Your goal:
Reduce the material below to its lines containing "that".

Provided data:
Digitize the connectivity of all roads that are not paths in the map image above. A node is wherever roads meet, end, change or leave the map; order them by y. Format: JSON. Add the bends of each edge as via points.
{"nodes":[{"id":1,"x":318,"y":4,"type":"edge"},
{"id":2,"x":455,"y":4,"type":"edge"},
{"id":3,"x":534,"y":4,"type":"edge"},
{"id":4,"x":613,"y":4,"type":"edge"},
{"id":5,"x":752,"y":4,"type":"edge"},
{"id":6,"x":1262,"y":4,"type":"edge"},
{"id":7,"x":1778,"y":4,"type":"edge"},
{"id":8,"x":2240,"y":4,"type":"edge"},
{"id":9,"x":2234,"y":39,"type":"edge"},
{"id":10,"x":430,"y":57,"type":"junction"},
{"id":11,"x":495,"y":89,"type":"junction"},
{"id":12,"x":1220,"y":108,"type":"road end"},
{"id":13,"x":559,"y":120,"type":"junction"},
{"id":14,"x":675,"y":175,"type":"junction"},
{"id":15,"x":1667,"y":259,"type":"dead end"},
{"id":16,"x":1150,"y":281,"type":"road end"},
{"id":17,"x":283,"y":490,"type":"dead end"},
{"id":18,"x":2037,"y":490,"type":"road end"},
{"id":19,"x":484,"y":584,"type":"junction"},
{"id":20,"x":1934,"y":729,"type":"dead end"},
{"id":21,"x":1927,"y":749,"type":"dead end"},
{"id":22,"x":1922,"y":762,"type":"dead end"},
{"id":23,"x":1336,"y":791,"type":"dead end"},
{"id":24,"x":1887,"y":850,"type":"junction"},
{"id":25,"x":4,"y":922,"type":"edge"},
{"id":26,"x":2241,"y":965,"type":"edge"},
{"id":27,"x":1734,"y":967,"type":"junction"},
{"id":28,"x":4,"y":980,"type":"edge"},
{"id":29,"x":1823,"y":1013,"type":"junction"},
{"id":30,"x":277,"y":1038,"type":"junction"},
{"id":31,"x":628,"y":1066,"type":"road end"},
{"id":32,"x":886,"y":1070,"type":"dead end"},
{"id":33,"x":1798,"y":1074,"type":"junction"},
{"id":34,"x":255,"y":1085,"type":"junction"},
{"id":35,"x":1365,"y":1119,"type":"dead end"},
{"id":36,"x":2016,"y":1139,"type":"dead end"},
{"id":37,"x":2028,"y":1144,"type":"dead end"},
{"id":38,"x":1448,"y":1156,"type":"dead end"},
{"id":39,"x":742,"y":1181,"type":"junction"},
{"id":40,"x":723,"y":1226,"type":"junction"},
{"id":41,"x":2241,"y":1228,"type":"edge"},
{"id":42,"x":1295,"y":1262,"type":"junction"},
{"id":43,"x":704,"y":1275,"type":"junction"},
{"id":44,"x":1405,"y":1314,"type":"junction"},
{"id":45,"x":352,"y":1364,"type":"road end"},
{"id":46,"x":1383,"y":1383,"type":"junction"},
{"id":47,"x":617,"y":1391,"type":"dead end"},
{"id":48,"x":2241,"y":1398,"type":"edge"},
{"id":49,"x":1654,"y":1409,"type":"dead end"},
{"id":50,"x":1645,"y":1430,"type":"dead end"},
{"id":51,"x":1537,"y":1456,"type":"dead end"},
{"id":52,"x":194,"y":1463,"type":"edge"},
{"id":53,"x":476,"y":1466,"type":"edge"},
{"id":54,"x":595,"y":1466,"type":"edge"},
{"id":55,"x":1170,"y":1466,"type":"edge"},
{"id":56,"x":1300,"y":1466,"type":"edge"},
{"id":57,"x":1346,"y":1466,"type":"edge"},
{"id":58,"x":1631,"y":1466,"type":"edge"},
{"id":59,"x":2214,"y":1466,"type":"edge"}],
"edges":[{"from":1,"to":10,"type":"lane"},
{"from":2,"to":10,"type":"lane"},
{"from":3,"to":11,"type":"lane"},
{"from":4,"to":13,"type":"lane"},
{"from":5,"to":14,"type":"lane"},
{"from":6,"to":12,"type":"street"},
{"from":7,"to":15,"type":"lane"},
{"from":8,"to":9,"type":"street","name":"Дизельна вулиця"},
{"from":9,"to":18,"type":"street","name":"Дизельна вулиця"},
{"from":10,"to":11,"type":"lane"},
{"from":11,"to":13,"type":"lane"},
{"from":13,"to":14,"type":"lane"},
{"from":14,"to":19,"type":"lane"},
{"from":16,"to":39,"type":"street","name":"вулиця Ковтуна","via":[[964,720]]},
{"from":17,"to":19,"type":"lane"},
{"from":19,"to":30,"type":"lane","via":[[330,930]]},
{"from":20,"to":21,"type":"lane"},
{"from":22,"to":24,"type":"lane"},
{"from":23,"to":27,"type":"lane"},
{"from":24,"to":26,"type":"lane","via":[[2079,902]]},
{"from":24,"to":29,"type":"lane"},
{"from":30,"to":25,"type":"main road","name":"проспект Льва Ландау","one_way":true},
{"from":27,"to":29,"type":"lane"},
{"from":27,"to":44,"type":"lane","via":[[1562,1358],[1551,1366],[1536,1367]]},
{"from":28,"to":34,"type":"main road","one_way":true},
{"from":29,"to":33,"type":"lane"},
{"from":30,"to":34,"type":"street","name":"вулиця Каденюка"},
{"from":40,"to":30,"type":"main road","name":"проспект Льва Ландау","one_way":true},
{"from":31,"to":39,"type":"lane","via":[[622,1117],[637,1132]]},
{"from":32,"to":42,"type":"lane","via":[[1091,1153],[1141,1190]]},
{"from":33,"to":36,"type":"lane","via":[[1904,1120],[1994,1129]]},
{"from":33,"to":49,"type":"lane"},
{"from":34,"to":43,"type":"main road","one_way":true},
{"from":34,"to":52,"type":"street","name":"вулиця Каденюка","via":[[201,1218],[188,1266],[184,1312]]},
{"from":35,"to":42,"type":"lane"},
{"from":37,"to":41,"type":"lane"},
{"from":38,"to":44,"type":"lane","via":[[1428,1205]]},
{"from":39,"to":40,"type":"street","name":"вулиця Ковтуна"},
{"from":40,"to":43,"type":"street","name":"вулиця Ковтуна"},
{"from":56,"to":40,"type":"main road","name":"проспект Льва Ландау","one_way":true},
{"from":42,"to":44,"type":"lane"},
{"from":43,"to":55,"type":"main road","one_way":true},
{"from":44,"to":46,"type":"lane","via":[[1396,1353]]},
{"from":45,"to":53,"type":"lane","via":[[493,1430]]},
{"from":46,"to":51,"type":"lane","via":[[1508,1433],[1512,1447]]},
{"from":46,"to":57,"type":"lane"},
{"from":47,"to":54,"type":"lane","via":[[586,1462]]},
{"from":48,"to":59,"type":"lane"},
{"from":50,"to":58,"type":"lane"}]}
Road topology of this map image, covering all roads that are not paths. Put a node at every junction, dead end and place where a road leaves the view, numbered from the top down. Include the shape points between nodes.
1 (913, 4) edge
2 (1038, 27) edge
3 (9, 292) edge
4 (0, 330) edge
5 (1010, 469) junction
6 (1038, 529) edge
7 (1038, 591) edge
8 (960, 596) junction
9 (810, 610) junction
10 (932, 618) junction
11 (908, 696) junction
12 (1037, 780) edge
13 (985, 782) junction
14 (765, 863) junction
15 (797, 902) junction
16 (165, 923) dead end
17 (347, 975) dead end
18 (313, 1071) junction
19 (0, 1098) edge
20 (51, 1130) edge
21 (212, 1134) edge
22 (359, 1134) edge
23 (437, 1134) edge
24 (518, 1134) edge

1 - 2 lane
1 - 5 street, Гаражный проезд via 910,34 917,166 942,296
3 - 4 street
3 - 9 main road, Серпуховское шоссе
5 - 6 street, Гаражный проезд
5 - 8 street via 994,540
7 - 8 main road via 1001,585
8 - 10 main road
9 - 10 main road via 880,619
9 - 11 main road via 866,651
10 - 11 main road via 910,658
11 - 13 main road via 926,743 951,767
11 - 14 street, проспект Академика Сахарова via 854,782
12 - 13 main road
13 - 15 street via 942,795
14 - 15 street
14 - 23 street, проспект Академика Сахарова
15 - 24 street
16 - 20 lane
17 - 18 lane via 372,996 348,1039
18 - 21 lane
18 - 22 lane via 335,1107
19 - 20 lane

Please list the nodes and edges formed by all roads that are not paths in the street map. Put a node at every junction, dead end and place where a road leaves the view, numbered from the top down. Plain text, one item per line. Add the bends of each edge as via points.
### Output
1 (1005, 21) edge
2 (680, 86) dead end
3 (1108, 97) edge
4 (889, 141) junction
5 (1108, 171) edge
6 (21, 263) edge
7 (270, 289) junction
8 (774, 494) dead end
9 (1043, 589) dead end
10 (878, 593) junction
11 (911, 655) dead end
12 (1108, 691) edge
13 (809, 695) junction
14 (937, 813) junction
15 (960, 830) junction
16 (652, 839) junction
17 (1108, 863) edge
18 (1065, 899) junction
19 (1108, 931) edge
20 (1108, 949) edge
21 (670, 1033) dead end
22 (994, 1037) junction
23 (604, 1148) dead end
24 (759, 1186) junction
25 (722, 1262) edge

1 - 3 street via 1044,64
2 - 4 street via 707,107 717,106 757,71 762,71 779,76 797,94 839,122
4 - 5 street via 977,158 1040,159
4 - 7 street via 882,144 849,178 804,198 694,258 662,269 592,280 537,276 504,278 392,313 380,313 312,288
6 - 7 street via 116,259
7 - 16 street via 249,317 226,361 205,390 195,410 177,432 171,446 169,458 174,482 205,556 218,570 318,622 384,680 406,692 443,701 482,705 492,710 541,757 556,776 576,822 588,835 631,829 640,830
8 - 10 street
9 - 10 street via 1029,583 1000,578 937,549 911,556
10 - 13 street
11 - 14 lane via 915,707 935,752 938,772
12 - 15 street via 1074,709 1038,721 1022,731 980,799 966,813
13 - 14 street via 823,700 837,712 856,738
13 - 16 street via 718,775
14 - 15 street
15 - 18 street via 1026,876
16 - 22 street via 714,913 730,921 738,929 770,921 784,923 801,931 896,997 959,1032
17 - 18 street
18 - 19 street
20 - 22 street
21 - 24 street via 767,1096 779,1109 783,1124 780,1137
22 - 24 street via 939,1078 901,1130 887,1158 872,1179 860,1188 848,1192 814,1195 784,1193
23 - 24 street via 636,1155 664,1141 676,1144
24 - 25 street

Task result:
Digitize the connectivity of all roads that are not paths in the map image above. A node is wherever roads meet, end, change or leave the map; order them by y. Format: JSON. Add the bends of each edge as via points.
Road topology of this map image, covering all roads that are not paths. Put a node at every junction, dead end and place where a road leaves the view, numbered from the top down. Include the shape points between nodes.
Please list the nodes and edges formed by all roads that are not paths in the street map. Put a node at every junction, dead end and place where a road leaves the view, numbered from the top down. Plain text, one item per line. Add the bends of each edge as via points.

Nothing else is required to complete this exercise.